Le traducteur professionnel est formé spécifiquement à la traduction et propose un service spécialisé. Le traducteur traduit, participe à la communication et joue son rôle de facilitateur. Les besoins sont nombreux, principalement dans le monde entrepreneurial actuel, lequel se fait de plus en plus large, de plus en plus complexe, diversifié et international. La traduction peut accompagner une entreprise au quotidien. La traduction ne se fait pas si rare qu’on le croit et elle ne s’improvise pas.

En bref

Concrètement, le métier de traducteur n’est pas véritablement comme on le pense d’ordinaire. De nombreux aspects entrent en ligne de compte. Ceux cités plus haut sont à mes yeux cruciaux.

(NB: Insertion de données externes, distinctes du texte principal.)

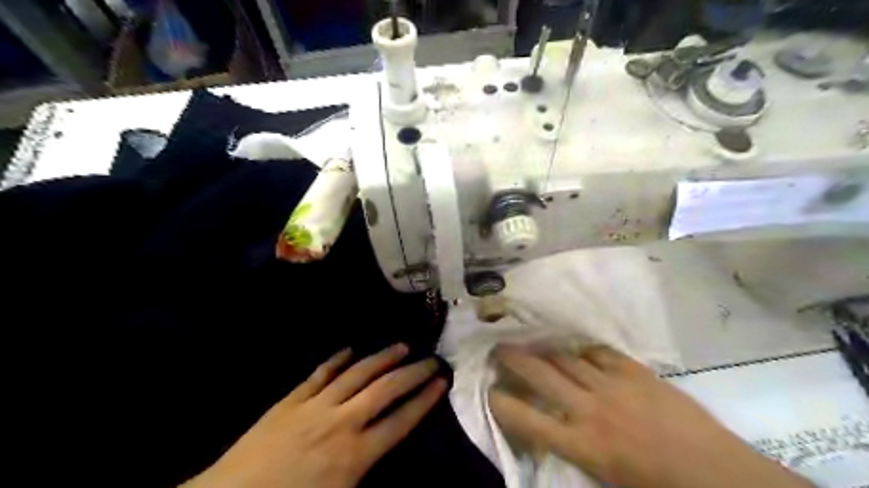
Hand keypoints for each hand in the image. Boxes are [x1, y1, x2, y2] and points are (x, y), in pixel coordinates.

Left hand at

En bref, être traducteur :

C'est

  • Travailler à l’écrit
  • Faire passer un message
  • Jongler avec sa langue maternelle et traduire vers celle-ci
  • Prendre le texte à bras le corps et proposer une version en langue cible, qui respecte les codes de cette dernière
  • Traduire divers types de documents
  • Savoir, par exemple, se documenter/rechercher, outre les compétences (linguistiques) évoquées
  • Proposer un service professionnel

Ce n'est pas

  • Travailler à l’oral (cabines)
  • Aligner des « mots » en prenant la première signification de chacun au dico
  • Maîtriser 46 langues et traduire depuis et vers toutes ces langues
  • Taper un texte dans le navigateur Internet pour qu’il soit entièrement traduit en 3 secondes
  • Que traduire des « livres »
  • Manger des dictionnaires
  • S’improviser comme tel un lundi d’été

 

Ce que le traducteur est, ce qu’il n’est pas. Ce que le traducteur fait, ce qu’il ne fait pas. Quelques aspects de la profession rediscutés, en espérant avoir pu vous éclairer.

RLM


1 De plus amples informations via https://www.cbti-bkvt.org/fr/practical-info/literary-translation

2 De plus amples informations sur https://aiic.net/page/4105/les-pratiques-de-l-interpretation/lang/2

3 En traduction, la langue source est la langue de départ, c’est-à-dire la langue à partir de laquelle on traduit. On l’oppose à la langue cible, langue vers laquelle on traduit. Ex : traduction néerlandais (source)-italien (cible).